73)
A company purchased $60,000 of 5% bonds on May 1 at par value. The bonds pay interest on
March 1 and September 1. The amount of interest accrued on December 31 (the company’s
year-end) would be:
A) $1,000. B) $2,500. C) $500. D) $1,250. E) $1,500.
74)
A company paid $37,800 plus a broker’s fee of $525 to acquire 8% bonds with a $40,000 maturity
value. The company intends to hold the bonds to maturity. The cash proceeds the company will
receive when the bonds mature equal:
A) $40,000. B) $40,525. C) $43,200. D) $37,800. E) $38,325.
75)
A company paid $37,800 plus a broker’s fee of $525 to acquire 8% bonds with a $40,000 maturity
value as a long-term investment. The company intends to hold the bonds to maturity.
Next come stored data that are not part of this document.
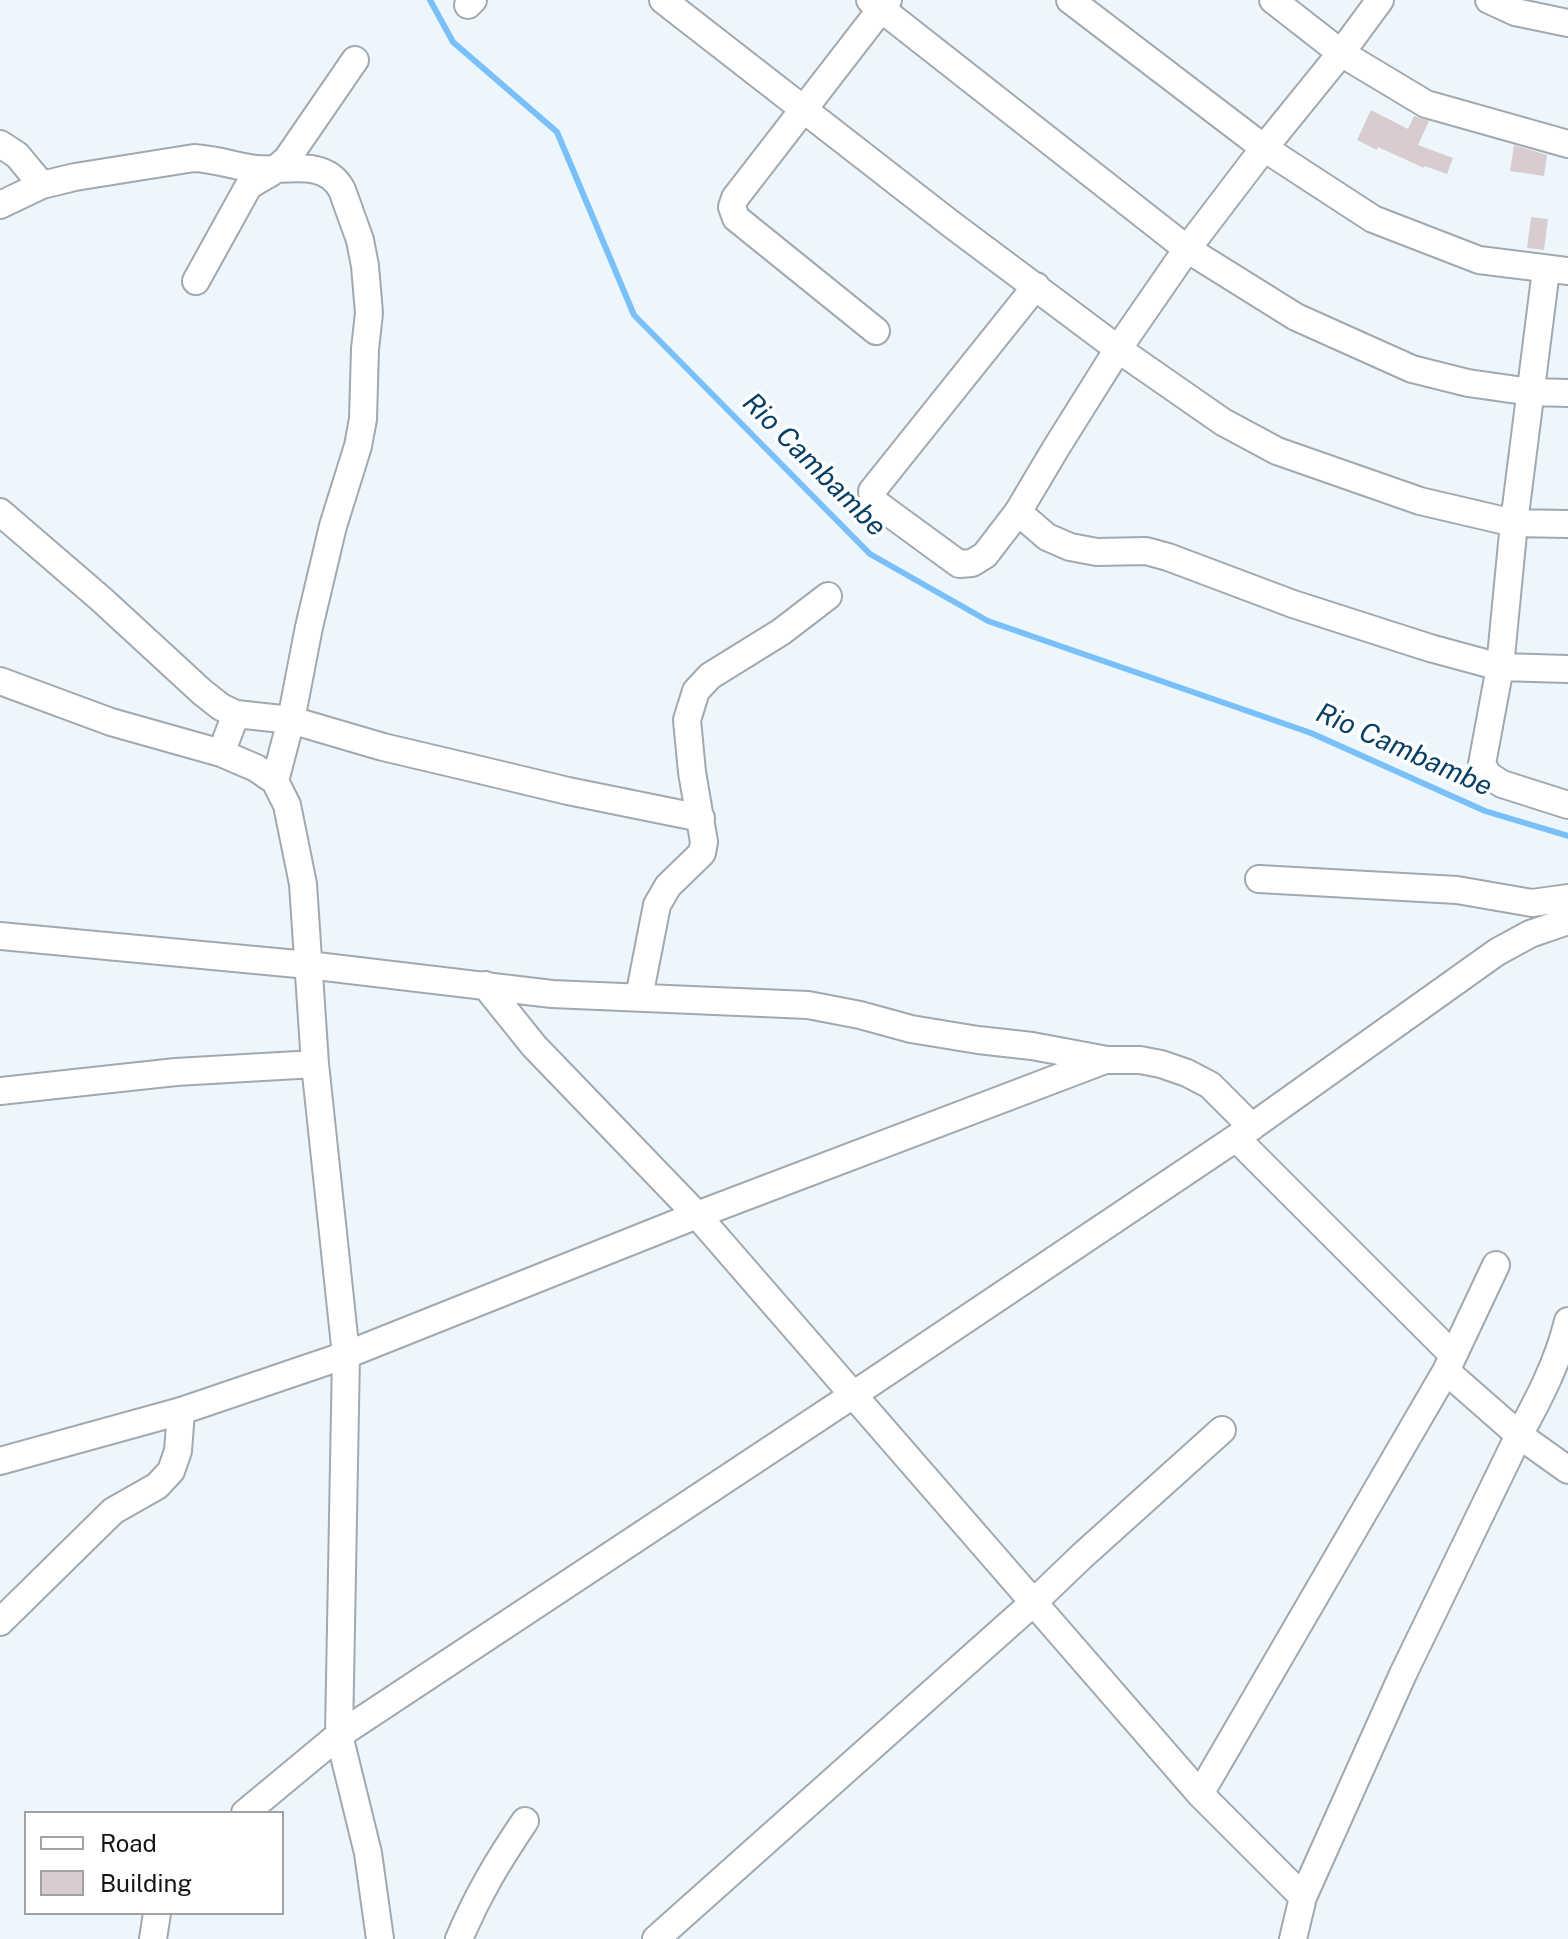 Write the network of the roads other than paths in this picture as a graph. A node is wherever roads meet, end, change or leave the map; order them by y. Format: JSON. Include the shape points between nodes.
{"nodes":[{"id":1,"x":663,"y":0,"type":"edge"},
{"id":2,"x":1070,"y":0,"type":"edge"},
{"id":3,"x":1273,"y":0,"type":"edge"},
{"id":4,"x":1380,"y":0,"type":"edge"},
{"id":5,"x":1489,"y":0,"type":"edge"},
{"id":6,"x":879,"y":3,"type":"edge"},
{"id":7,"x":1568,"y":23,"type":"edge"},
{"id":8,"x":1341,"y":53,"type":"junction"},
{"id":9,"x":355,"y":60,"type":"dead end"},
{"id":10,"x":804,"y":109,"type":"junction"},
{"id":11,"x":0,"y":144,"type":"edge"},
{"id":12,"x":1568,"y":144,"type":"edge"},
{"id":13,"x":1264,"y":148,"type":"junction"},
{"id":14,"x":276,"y":169,"type":"junction"},
{"id":15,"x":42,"y":185,"type":"junction"},
{"id":16,"x":0,"y":205,"type":"edge"},
{"id":17,"x":1187,"y":249,"type":"junction"},
{"id":18,"x":1557,"y":270,"type":"edge"},
{"id":19,"x":196,"y":281,"type":"dead end"},
{"id":20,"x":1036,"y":286,"type":"junction"},
{"id":21,"x":876,"y":331,"type":"dead end"},
{"id":22,"x":1118,"y":349,"type":"junction"},
{"id":23,"x":1531,"y":392,"type":"junction"},
{"id":24,"x":1568,"y":393,"type":"edge"},
{"id":25,"x":0,"y":512,"type":"edge"},
{"id":26,"x":1018,"y":512,"type":"junction"},
{"id":27,"x":1514,"y":523,"type":"junction"},
{"id":28,"x":1568,"y":524,"type":"edge"},
{"id":29,"x":828,"y":596,"type":"dead end"},
{"id":30,"x":1500,"y":667,"type":"junction"},
{"id":31,"x":1568,"y":669,"type":"edge"},
{"id":32,"x":0,"y":681,"type":"edge"},
{"id":33,"x":236,"y":714,"type":"junction"},
{"id":34,"x":291,"y":720,"type":"junction"},
{"id":35,"x":221,"y":753,"type":"junction"},
{"id":36,"x":275,"y":781,"type":"junction"},
{"id":37,"x":1568,"y":805,"type":"edge"},
{"id":38,"x":701,"y":818,"type":"junction"},
{"id":39,"x":1259,"y":879,"type":"dead end"},
{"id":40,"x":1568,"y":898,"type":"edge"},
{"id":41,"x":1568,"y":921,"type":"edge"},
{"id":42,"x":0,"y":936,"type":"edge"},
{"id":43,"x":308,"y":965,"type":"junction"},
{"id":44,"x":485,"y":985,"type":"junction"},
{"id":45,"x":639,"y":997,"type":"junction"},
{"id":46,"x":1107,"y":1060,"type":"junction"},
{"id":47,"x":315,"y":1064,"type":"junction"},
{"id":48,"x":0,"y":1091,"type":"edge"},
{"id":49,"x":1244,"y":1133,"type":"junction"},
{"id":50,"x":697,"y":1215,"type":"junction"},
{"id":51,"x":1496,"y":1265,"type":"dead end"},
{"id":52,"x":1568,"y":1321,"type":"edge"},
{"id":53,"x":346,"y":1355,"type":"junction"},
{"id":54,"x":1450,"y":1363,"type":"junction"},
{"id":55,"x":853,"y":1395,"type":"junction"},
{"id":56,"x":181,"y":1411,"type":"junction"},
{"id":57,"x":1222,"y":1430,"type":"dead end"},
{"id":58,"x":1519,"y":1435,"type":"junction"},
{"id":59,"x":0,"y":1461,"type":"edge"},
{"id":60,"x":1568,"y":1470,"type":"edge"},
{"id":61,"x":1034,"y":1602,"type":"junction"},
{"id":62,"x":0,"y":1622,"type":"edge"},
{"id":63,"x":339,"y":1735,"type":"junction"},
{"id":64,"x":1200,"y":1794,"type":"junction"},
{"id":65,"x":247,"y":1811,"type":"edge"},
{"id":66,"x":525,"y":1821,"type":"dead end"},
{"id":67,"x":1303,"y":1897,"type":"junction"},
{"id":68,"x":157,"y":1915,"type":"edge"},
{"id":69,"x":153,"y":1939,"type":"edge"},
{"id":70,"x":380,"y":1939,"type":"edge"},
{"id":71,"x":459,"y":1939,"type":"edge"},
{"id":72,"x":656,"y":1939,"type":"edge"},
{"id":73,"x":1293,"y":1939,"type":"edge"}],
"edges":[{"from":1,"to":10,"type":"street"},
{"from":2,"to":13,"type":"street"},
{"from":3,"to":8,"type":"street"},
{"from":4,"to":8,"type":"street"},
{"from":5,"to":7,"type":"street","via":[[1515,12]]},
{"from":6,"to":10,"type":"street"},
{"from":6,"to":17,"type":"street"},
{"from":8,"to":12,"type":"street","via":[[1426,104]]},
{"from":8,"to":13,"type":"street"},
{"from":9,"to":14,"type":"street"},
{"from":10,"to":20,"type":"street"},
{"from":10,"to":21,"type":"street","via":[[732,207],[736,218]]},
{"from":11,"to":15,"type":"street","via":[[17,155]]},
{"from":13,"to":17,"type":"street"},
{"from":13,"to":18,"type":"street","via":[[1373,219],[1479,260]]},
{"from":14,"to":15,"type":"street","via":[[194,158]]},
{"from":14,"to":19,"type":"street","via":[[248,187]]},
{"from":14,"to":34,"type":"street","via":[[312,169],[339,183],[360,240],[369,313],[358,446],[333,526]]},
{"from":15,"to":16,"type":"street"},
{"from":17,"to":22,"type":"street"},
{"from":17,"to":23,"type":"street","via":[[1296,317],[1412,369]]},
{"from":18,"to":23,"type":"street"},
{"from":20,"to":22,"type":"street"},
{"from":20,"to":26,"type":"street","via":[[871,494],[876,504],[959,564],[985,555]]},
{"from":22,"to":26,"type":"street"},
{"from":22,"to":27,"type":"street","via":[[1223,422],[1277,451],[1420,501]]},
{"from":23,"to":24,"type":"street"},
{"from":23,"to":27,"type":"street"},
{"from":25,"to":33,"type":"street","via":[[202,692]]},
{"from":26,"to":30,"type":"street","via":[[1047,537],[1070,547],[1168,557],[1332,617]]},
{"from":27,"to":28,"type":"street"},
{"from":27,"to":30,"type":"street"},
{"from":29,"to":38,"type":"street","via":[[696,691],[687,720]]},
{"from":30,"to":31,"type":"street"},
{"from":30,"to":37,"type":"street","via":[[1482,764],[1502,784]]},
{"from":32,"to":35,"type":"street","via":[[111,722]]},
{"from":33,"to":34,"type":"street"},
{"from":33,"to":35,"type":"street"},
{"from":34,"to":36,"type":"street"},
{"from":34,"to":38,"type":"street","via":[[383,747]]},
{"from":35,"to":36,"type":"street"},
{"from":36,"to":43,"type":"street","via":[[287,805],[303,884]]},
{"from":38,"to":45,"type":"street","via":[[702,853],[668,886],[657,905]]},
{"from":39,"to":40,"type":"street","via":[[1457,890],[1532,903]]},
{"from":41,"to":49,"type":"street","via":[[1497,952]]},
{"from":42,"to":43,"type":"street"},
{"from":43,"to":44,"type":"street"},
{"from":43,"to":47,"type":"street"},
{"from":44,"to":45,"type":"street"},
{"from":44,"to":50,"type":"street","via":[[534,1046]]},
{"from":45,"to":46,"type":"street","via":[[808,1005],[911,1029]]},
{"from":46,"to":49,"type":"street","via":[[1161,1064],[1210,1085]]},
{"from":46,"to":50,"type":"street"},
{"from":47,"to":48,"type":"street"},
{"from":47,"to":53,"type":"street"},
{"from":49,"to":54,"type":"street"},
{"from":49,"to":55,"type":"street"},
{"from":50,"to":53,"type":"street"},
{"from":50,"to":55,"type":"street"},
{"from":51,"to":54,"type":"street"},
{"from":52,"to":58,"type":"street","via":[[1540,1398]]},
{"from":53,"to":56,"type":"street"},
{"from":53,"to":63,"type":"street"},
{"from":54,"to":58,"type":"street"},
{"from":54,"to":64,"type":"street"},
{"from":55,"to":61,"type":"street"},
{"from":55,"to":63,"type":"street"},
{"from":56,"to":59,"type":"street"},
{"from":56,"to":62,"type":"street","via":[[171,1471],[157,1486],[113,1511]]},
{"from":57,"to":61,"type":"street"},
{"from":58,"to":60,"type":"street"},
{"from":58,"to":67,"type":"street"},
{"from":61,"to":64,"type":"street"},
{"from":61,"to":72,"type":"street"},
{"from":63,"to":65,"type":"street"},
{"from":63,"to":70,"type":"street","via":[[368,1853]]},
{"from":64,"to":67,"type":"street"},
{"from":66,"to":71,"type":"street","via":[[485,1883]]},
{"from":67,"to":73,"type":"street"},
{"from":68,"to":69,"type":"street"}]}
The correct
entry to record the purchase of the bond investment is:
A)
Debit Long-Term Investments—HTM $38,325; credit Cash $38,325.
B)
Debit Long-Term Investments—HTM $37,800; credit Cash $37,800.
C)
Debit Long-Term Investments—HTM $37,800; debit Loss on Investment $525; credit Cash
$38,325.
D)
Debit Long-Term Investments—HTM $37,800; debit Investment Expense $525; credit Cash
$38,325.
E)
Debit Cash $40,000; credit Long-Term Investments—HTM $40,000.